- If Zimmerman is charged, he is entitled to a pre-trial evidentiary hearing on whether he is entitled to the immunity based on the law.
- The burden at that hearing is on the defense to prove by “a preponderance of the evidence” (more likely than not) that Zimmerman was justified in using deadly force.
- In Florida, an individual can use deadly force anywhere (with no duty to retreat) as long as he/she:
- is not engaged in an unlawful activity;
- is being attacked in a place he/she has a right to be; And
- reasonably believes that his/her life and safety is in danger.

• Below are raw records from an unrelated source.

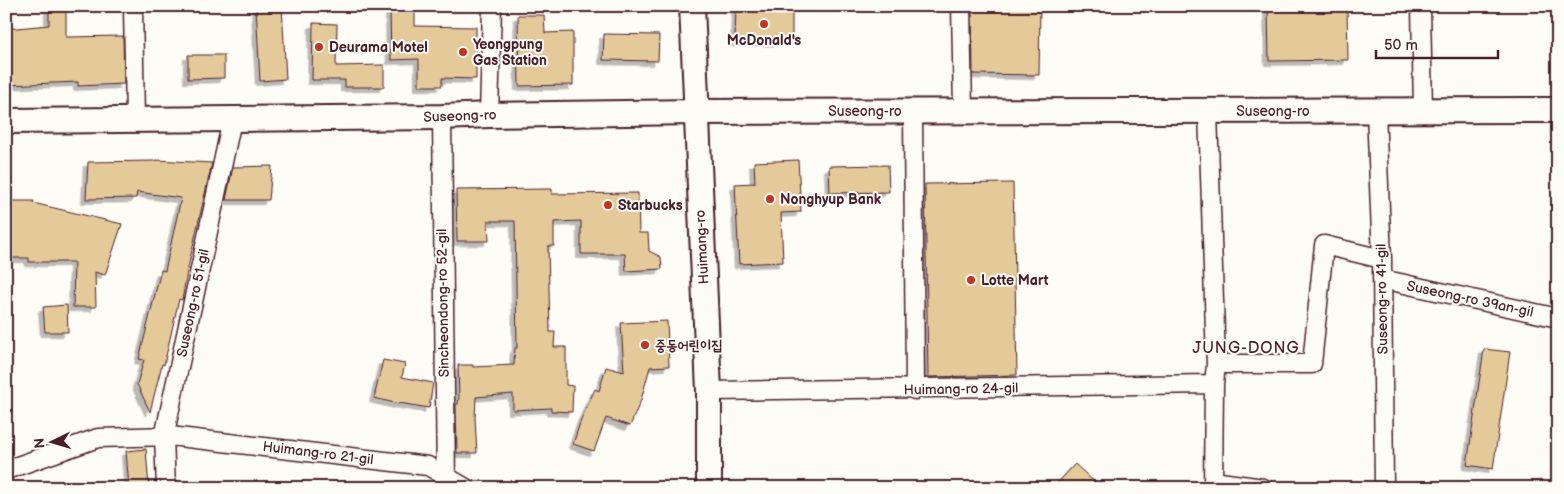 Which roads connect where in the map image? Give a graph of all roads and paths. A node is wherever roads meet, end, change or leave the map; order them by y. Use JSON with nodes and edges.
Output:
{"nodes":[{"id":1,"x":134,"y":6,"type":"edge"},
{"id":2,"x":492,"y":6,"type":"edge"},
{"id":3,"x":692,"y":6,"type":"edge"},
{"id":4,"x":961,"y":6,"type":"edge"},
{"id":5,"x":1421,"y":6,"type":"edge"},
{"id":6,"x":1558,"y":110,"type":"edge"},
{"id":7,"x":913,"y":111,"type":"junction"},
{"id":8,"x":963,"y":111,"type":"junction"},
{"id":9,"x":1208,"y":111,"type":"junction"},
{"id":10,"x":1376,"y":111,"type":"junction"},
{"id":11,"x":1423,"y":111,"type":"junction"},
{"id":12,"x":696,"y":112,"type":"junction"},
{"id":13,"x":489,"y":115,"type":"junction"},
{"id":14,"x":442,"y":118,"type":"junction"},
{"id":15,"x":135,"y":120,"type":"junction"},
{"id":16,"x":232,"y":120,"type":"junction"},
{"id":17,"x":6,"y":121,"type":"edge"},
{"id":18,"x":1382,"y":259,"type":"junction"},
{"id":19,"x":1382,"y":280,"type":"junction"},
{"id":20,"x":1558,"y":318,"type":"edge"},
{"id":21,"x":1216,"y":364,"type":"junction"},
{"id":22,"x":1214,"y":384,"type":"junction"},
{"id":23,"x":915,"y":390,"type":"junction"},
{"id":24,"x":709,"y":391,"type":"junction"},
{"id":25,"x":164,"y":437,"type":"junction"},
{"id":26,"x":6,"y":470,"type":"edge"},
{"id":27,"x":445,"y":482,"type":"edge"},
{"id":28,"x":1213,"y":484,"type":"edge"},
{"id":29,"x":166,"y":488,"type":"edge"},
{"id":30,"x":466,"y":488,"type":"edge"},
{"id":31,"x":709,"y":488,"type":"edge"},
{"id":32,"x":1262,"y":488,"type":"edge"},
{"id":33,"x":1384,"y":488,"type":"edge"}],
"edges":[{"from":1,"to":15,"type":"street"},
{"from":2,"to":13,"type":"street"},
{"from":3,"to":12,"type":"main road","name":"Huimang-ro"},
{"from":4,"to":8,"type":"street"},
{"from":5,"to":11,"type":"street"},
{"from":6,"to":11,"type":"main road","name":"Suseong-ro"},
{"from":7,"to":8,"type":"main road","name":"Suseong-ro"},
{"from":7,"to":12,"type":"main road","name":"Suseong-ro"},
{"from":7,"to":23,"type":"street","name":"Suseong-ro"},
{"from":8,"to":9,"type":"main road","name":"Suseong-ro"},
{"from":9,"to":10,"type":"main road","name":"Suseong-ro"},
{"from":9,"to":21,"type":"street"},
{"from":10,"to":11,"type":"main road","name":"Suseong-ro"},
{"from":10,"to":18,"type":"street","name":"Suseong-ro 41-gil"},
{"from":12,"to":13,"type":"main road","name":"Suseong-ro"},
{"from":12,"to":24,"type":"main road","name":"Huimang-ro"},
{"from":13,"to":14,"type":"main road","name":"Suseong-ro"},
{"from":14,"to":16,"type":"main road","name":"Suseong-ro"},
{"from":14,"to":27,"type":"street","name":"Sincheondong-ro 52-gil"},
{"from":15,"to":16,"type":"main road","name":"Suseong-ro"},
{"from":15,"to":17,"type":"main road","name":"Suseong-ro"},
{"from":16,"to":25,"type":"street","name":"Suseong-ro 51-gil"},
{"from":18,"to":19,"type":"street","name":"Suseong-ro 41-gil"},
{"from":18,"to":21,"type":"street"},
{"from":19,"to":20,"type":"street","name":"Suseong-ro 39an-gil"},
{"from":19,"to":33,"type":"street","name":"Suseong-ro 41-gil"},
{"from":21,"to":22,"type":"street"},
{"from":22,"to":23,"type":"street","name":"Huimang-ro 24-gil"},
{"from":22,"to":28,"type":"street"},
{"from":23,"to":24,"type":"street","name":"Huimang-ro 24-gil"},
{"from":24,"to":31,"type":"main road","name":"Huimang-ro"},
{"from":25,"to":26,"type":"street","name":"Huimang-ro 21-gil"},
{"from":25,"to":27,"type":"street","name":"Huimang-ro 21-gil"},
{"from":25,"to":29,"type":"street","name":"Suseong-ro 51-gil"},
{"from":27,"to":30,"type":"street","name":"Huimang-ro 21-gil"},
{"from":28,"to":32,"type":"street"}]}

Zimmerman clearly satisfies criteria 1 and 2. So it comes down to 3 – whether he can show, by a “preponderance of the evidence,” i.e. greater than 50 percent likelihood, that Trayvon Martin was smashing his head against the sidewalk.
- The judge decides whether Zimmerman’s actions were justified, and therefore entitles him to the “stand your ground” immunity.
- If the judge finds the force was justifiable, then the charges are dismissed and Zimmerman is immune from further criminal prosecution and possibly, civil liability.
- If the judge finds the force was not justifiable, then the charges against Zimmerman move forward.
- If the judge rules Zimmerman is immune, the prosecution can appeal that decision to a higher court.